Apple plans to bring advanced AI editing capabilities directly into the iPhone Photos app, possibly starting with iOS 27. The move signals Apple's broader push to embed artificial intelligence tools into everyday tasks without requiring separate apps or subscriptions.

The new features would let parents and kids edit photos using natural language commands. Instead of navigating complex menus, users could simply describe what they want. "Remove that person from the background" or "make the sky more blue" would trigger the edits automatically. This builds on Apple's existing computational photography features, which have quietly powered portrait mode and smart HDR for years.

Apple Intelligence represents the company's answer to competitors like Google and Samsung, who already offer AI photo editing through their native camera apps. Google Photos' Magic Eraser and Samsung's Galaxy AI tools have set user expectations for this kind of functionality. Apple's approach emphasizes on-device processing, meaning photos stay private rather than uploading to cloud servers for analysis.

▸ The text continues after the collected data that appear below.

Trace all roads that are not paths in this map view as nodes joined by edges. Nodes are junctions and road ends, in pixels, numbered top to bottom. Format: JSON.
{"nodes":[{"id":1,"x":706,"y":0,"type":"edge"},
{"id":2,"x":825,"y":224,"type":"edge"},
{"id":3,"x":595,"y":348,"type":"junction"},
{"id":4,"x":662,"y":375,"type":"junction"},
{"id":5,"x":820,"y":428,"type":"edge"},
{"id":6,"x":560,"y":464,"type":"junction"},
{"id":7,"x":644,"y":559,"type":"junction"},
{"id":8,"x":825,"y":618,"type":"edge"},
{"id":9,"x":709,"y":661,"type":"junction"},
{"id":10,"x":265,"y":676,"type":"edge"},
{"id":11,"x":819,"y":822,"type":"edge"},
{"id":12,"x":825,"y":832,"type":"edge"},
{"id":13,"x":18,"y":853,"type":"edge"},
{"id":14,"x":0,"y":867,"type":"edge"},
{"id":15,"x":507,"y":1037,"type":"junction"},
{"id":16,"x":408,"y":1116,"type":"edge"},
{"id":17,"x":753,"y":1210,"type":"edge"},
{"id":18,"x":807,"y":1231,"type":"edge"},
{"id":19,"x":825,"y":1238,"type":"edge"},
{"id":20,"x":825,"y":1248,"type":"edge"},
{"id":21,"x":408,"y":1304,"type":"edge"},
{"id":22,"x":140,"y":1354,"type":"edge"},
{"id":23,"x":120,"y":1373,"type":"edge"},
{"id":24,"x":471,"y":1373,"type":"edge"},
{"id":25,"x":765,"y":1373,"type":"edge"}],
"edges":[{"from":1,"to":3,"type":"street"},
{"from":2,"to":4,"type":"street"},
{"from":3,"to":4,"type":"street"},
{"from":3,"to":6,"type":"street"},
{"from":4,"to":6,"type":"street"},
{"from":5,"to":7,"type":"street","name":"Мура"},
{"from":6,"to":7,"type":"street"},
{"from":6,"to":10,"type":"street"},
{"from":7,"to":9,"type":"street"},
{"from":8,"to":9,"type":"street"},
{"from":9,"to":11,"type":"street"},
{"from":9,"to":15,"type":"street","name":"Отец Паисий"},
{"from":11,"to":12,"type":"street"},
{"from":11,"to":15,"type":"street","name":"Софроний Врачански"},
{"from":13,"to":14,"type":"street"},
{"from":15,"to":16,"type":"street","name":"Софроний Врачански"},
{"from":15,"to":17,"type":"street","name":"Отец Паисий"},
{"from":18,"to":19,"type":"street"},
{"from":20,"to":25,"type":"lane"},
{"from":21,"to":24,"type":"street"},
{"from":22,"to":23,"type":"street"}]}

For families, the practical benefit is simpler photo management. Kids can clean up their own photos before sharing with friends or family. Parents can quickly fix vacation pictures without buying Photoshop or learning Adobe's subscription model. The editing happens locally on your device, not through a third-party service.

The feature aligns with Apple's iOS 18 rollout strategy, which already introduced some Apple Intelligence capabilities focused on writing and image generation. Each iOS update adds more AI tools across different apps. Photos editing appears to be the next logical step.

Specifics remain limited since iOS 27 hasn't launched yet. Apple typically reveals final feature lists at its Worldwide Developers Conference in June. The company hasn't confirmed exact timing or whether all iPhone models will support these tools, though recent Apple Intelligence features require iPhone 15 Pro or newer chips.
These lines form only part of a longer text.